The Familiar Face of Sex Trafficking
Author Rachel Linden worked with a faith-based organization in Europe for seven years, focusing significantly on women who experienced trauma and exploitation, so human trafficking an issue close to her heart and one she addresses in her new book, Becoming the Talbot Sisters. She hopes through her story she’s able to help create a greater awareness of the problem at large. She will even be donating a portion of the sales to help exploited women.
It is easy to become overwhelmed by the enormity of this
issue. Almost 30 million women and girls are modern day slaves according to the
2017 Global Estimates of Modern Slavery. That is more than the population of
the state of Texas or the entire country of Australia. Many of these women and
girls experience sexual exploitation and trauma. Ninety-nine percent of sex
trafficking victims are female.
If you are a media outlet interested in interviewing Rachel, contact me at ajenningspr@gmail.com.
The Familiar Face of Sex Trafficking
by Rachel Linden
We sat across the table from one another in the capital city
of a former Soviet country in Eastern Europe, cups of homemade cherry juice on
the wooden table in front of us. A victim of human trafficking and a
missionary. Two women in our twenties. She was a pastor’s daughter. So was I. We
had a lot in common.
I shared about being sexually abused as a child by a
friend’s older brother. She had been trafficked by a man who pretended to be
her boyfriend. She felt such shame, she confided to me, as she looked with
wonder at the photos of my husband and baby son, daring to hope that one day
she would have such a life. It can happen, I assured her. God can restore all
things.
She was taking her traffickers to court, the safe house
caregiver told me as I prepared to depart. A gutsy, courageous move. This tiny,
brunette wisp of a girl with huge, sad eyes was bravely standing up to the men
who had exploited her. She was seeking justice.

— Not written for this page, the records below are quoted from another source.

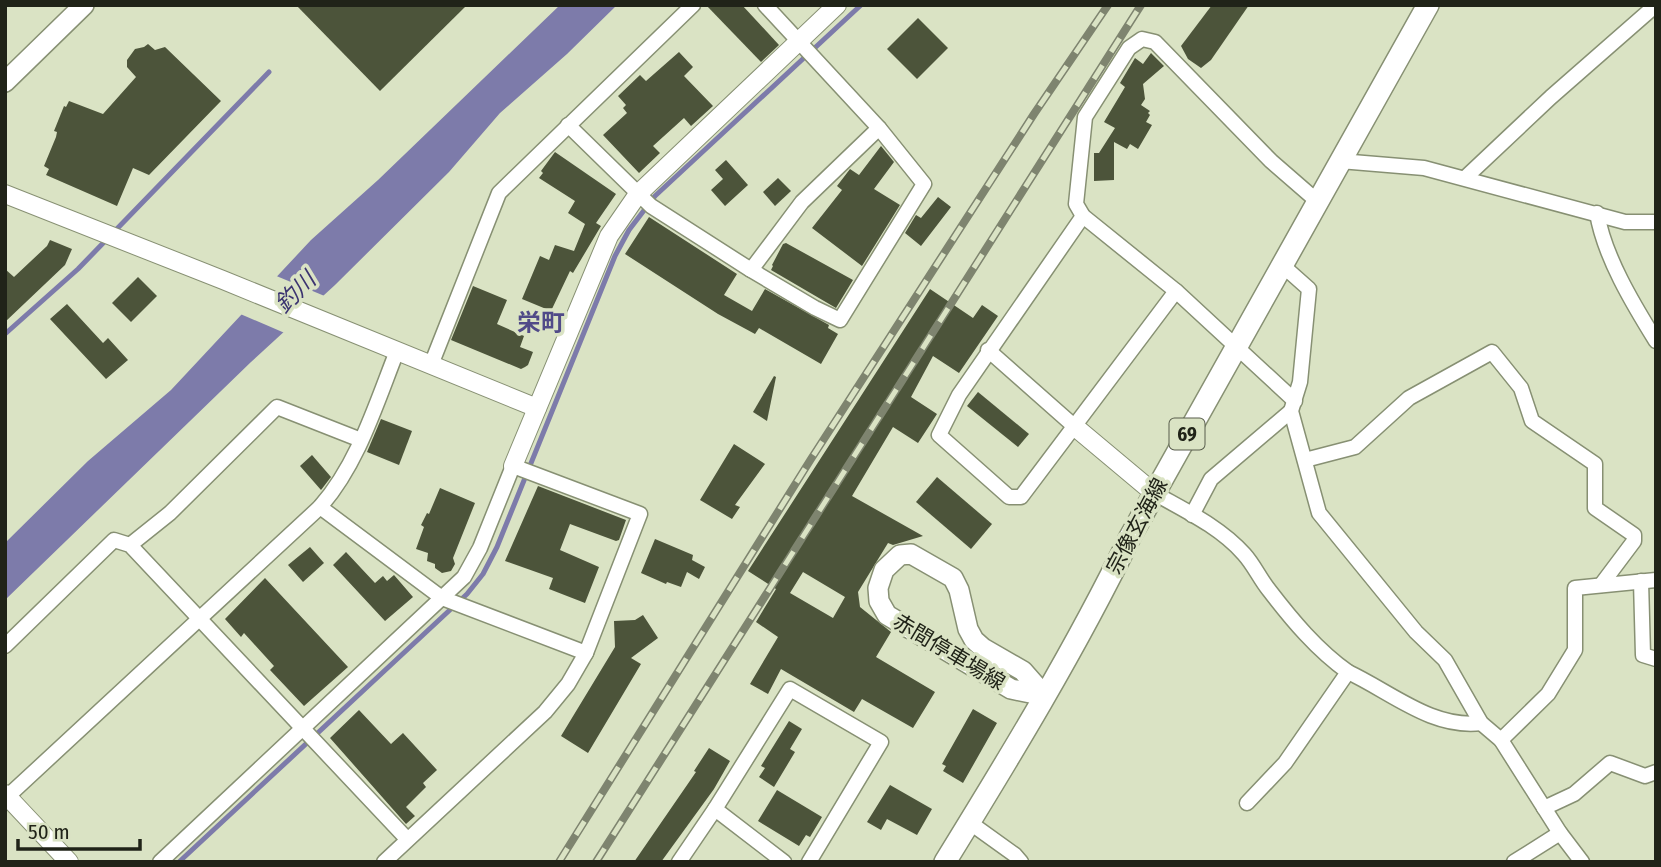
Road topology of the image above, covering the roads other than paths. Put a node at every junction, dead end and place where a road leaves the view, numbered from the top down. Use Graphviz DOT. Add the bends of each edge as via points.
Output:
graph roads {
  1 [pos="84,5"];
  2 [pos="693,5"];
  3 [pos="765,5"];
  4 [pos="837,5"];
  5 [pos="1428,5"];
  6 [pos="1656,5"];
  7 [pos="798,41"];
  8 [pos="5,82"];
  9 [pos="568,125"];
  10 [pos="879,128"];
  11 [pos="1340,161"];
  12 [pos="1465,178"];
  13 [pos="5,194"];
  14 [pos="638,194"];
  15 [pos="1317,201"];
  16 [pos="1597,213"];
  17 [pos="1083,216"];
  18 [pos="1656,222"];
  19 [pos="1282,265"];
  20 [pos="751,270"];
  21 [pos="1176,290"];
  22 [pos="1656,341"];
  23 [pos="1236,348"];
  24 [pos="988,350"];
  25 [pos="397,351"];
  26 [pos="431,365"];
  27 [pos="1293,406"];
  28 [pos="537,408"];
  29 [pos="1074,426"];
  30 [pos="361,440"];
  31 [pos="1305,460"];
  32 [pos="513,466"];
  33 [pos="1154,493"];
  34 [pos="320,507"];
  35 [pos="1192,515"];
  36 [pos="130,545"];
  37 [pos="1648,581"];
  38 [pos="1601,585"];
  39 [pos="442,598"];
  40 [pos="198,620"];
  41 [pos="5,646"];
  42 [pos="586,653"];
  43 [pos="1656,659"];
  44 [pos="1348,673"];
  45 [pos="1045,696"];
  46 [pos="1481,723"];
  47 [pos="301,729"];
  48 [pos="1501,740"];
  49 [pos="1656,772"];
  50 [pos="6,796"];
  51 [pos="1247,803"];
  52 [pos="1544,808"];
  53 [pos="715,809"];
  54 [pos="969,822"];
  55 [pos="1560,832"];
  56 [pos="407,839"];
  57 [pos="69,862"];
  58 [pos="160,862"];
  59 [pos="384,862"];
  60 [pos="679,862"];
  61 [pos="784,862"];
  62 [pos="810,862"];
  63 [pos="945,862"];
  64 [pos="1021,862"];
  65 [pos="1514,862"];
  66 [pos="1582,862"];
  1 -- 8 [label="main road"];
  2 -- 9 [label="street"];
  3 -- 7 [label="street"];
  4 -- 7 [label="street"];
  5 -- 11 [label="main road, 宗像玄海線 / 69"];
  6 -- 12 [label="street"];
  7 -- 10 [label="street"];
  7 -- 14 [label="street"];
  9 -- 14 [label="street"];
  9 -- 26 [label="street" via="499,192"];
  10 -- 20 [label="street" via="802,202"];
  10 -- 20 [label="street" via="924,184 840,320"];
  11 -- 12 [label="street" via="1424,168"];
  11 -- 15 [label="main road, 宗像玄海線 / 69"];
  12 -- 16 [label="street"];
  13 -- 25 [label="street"];
  14 -- 20 [label="street"];
  14 -- 28 [label="street" via="609,236"];
  15 -- 17 [label="street" via="1271,161 1156,42 1142,39 1129,48 1086,117 1076,204"];
  15 -- 19 [label="main road, 宗像玄海線 / 69"];
  16 -- 18 [label="street" via="1625,222"];
  16 -- 22 [label="street" via="1600,233"];
  17 -- 21 [label="street"];
  17 -- 24 [label="street"];
  19 -- 23 [label="main road, 宗像玄海線 / 69"];
  19 -- 27 [label="street" via="1309,289 1300,382"];
  21 -- 23 [label="street"];
  21 -- 29 [label="street"];
  23 -- 27 [label="street"];
  23 -- 33 [label="main road, 宗像玄海線 / 69"];
  24 -- 29 [label="street"];
  24 -- 29 [label="street" via="958,395 939,435 1009,497 1021,498"];
  25 -- 26 [label="street"];
  25 -- 30 [label="street"];
  26 -- 28 [label="street"];
  27 -- 31 [label="street"];
  27 -- 35 [label="street" via="1211,479"];
  28 -- 32 [label="street"];
  29 -- 33 [label="street"];
  30 -- 34 [label="street" via="337,488"];
  30 -- 36 [label="street" via="277,407 170,513"];
  31 -- 38 [label="street" via="1355,447 1409,398 1492,352 1521,388 1532,421 1595,464 1595,508 1634,535"];
  31 -- 46 [label="street" via="1319,513 1416,632 1445,660"];
  32 -- 39 [label="street" via="480,548 464,577"];
  32 -- 42 [label="street" via="640,514"];
  33 -- 35 [label="street"];
  33 -- 45 [label="main road, 宗像玄海線 / 69"];
  34 -- 39 [label="street"];
  34 -- 40 [label="street"];
  35 -- 44 [label="street" via="1219,530 1245,555 1301,629"];
  36 -- 40 [label="street"];
  36 -- 41 [label="street" via="114,540"];
  37 -- 38 [label="street"];
  37 -- 43 [label="street" via="1643,655"];
  38 -- 48 [label="street" via="1575,588 1575,650 1548,694"];
  39 -- 42 [label="street"];
  39 -- 47 [label="street"];
  40 -- 47 [label="street"];
  40 -- 50 [label="street"];
  42 -- 56 [label="street" via="545,712"];
  44 -- 46 [label="street" via="1427,716 1461,725"];
  44 -- 51 [label="street" via="1285,763"];
  45 -- 45 [label="main road, 赤間停車場線" via="1011,689 887,615 878,588 886,567 900,555 911,554 953,578 974,640 1023,671"];
  45 -- 54 [label="main road, 宗像玄海線 / 69"];
  46 -- 48 [label="street"];
  47 -- 56 [label="street"];
  47 -- 58 [label="street"];
  48 -- 52 [label="street"];
  49 -- 52 [label="street" via="1645,776 1610,763 1574,794"];
  50 -- 57 [label="street"];
  52 -- 55 [label="street"];
  53 -- 60 [label="street"];
  53 -- 61 [label="street"];
  53 -- 62 [label="street" via="790,689 881,742"];
  54 -- 63 [label="main road, 宗像玄海線 / 69"];
  54 -- 64 [label="street"];
  55 -- 65 [label="street"];
  55 -- 66 [label="street"];
  56 -- 59 [label="street"];
}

Her name is Miriam, and for me, she is the face of global sex
trafficking.

The thought of millions of women and girls enduring sexual
exploitation can feel crippling in its horror and scope. How in the world can
anything change? How in the world can we as Christians hope to make a
difference when faced with such a massive, intricate global problem?
The answer lies not in the vastness of the problem but in
the immediacy of the solution. As the director of a safe house for trafficked
women in Moldova once told me, “We are not about causes. We are about people.”
Jesus was not about causes either. He was about people – the
oppressed, the marginalized, the exploited, those in deepest need. He met them
on an individual level, person to person, and brought the promise of hope and
healing and redemption to those he interacted with.
It is in Jesus’ example that we find our footing in the
intricate, overwhelming web that is modern day sex slavery. “We are about people,”
is exactly the stance we Christians need to take when faced with the reality of
modern day sex slavery.
Sex trafficking can sometimes feel sensationalized. The
graphic details of rape, torture and enslavement of women who have been trafficked
and exploited are frequent news items around the globe. And movies like Taken
starring Liam Neeson can sensationalize it even more, making the reality of sex
trafficking into an action movie with glamor, suspense, and a tidy resolution
after ninety minutes.
We must remember that sex trafficking is not an action movie
nor is it a faceless, abstract issue too huge to comprehend. Every victim of
sex trafficking is a woman or child with a story, a family background, a name.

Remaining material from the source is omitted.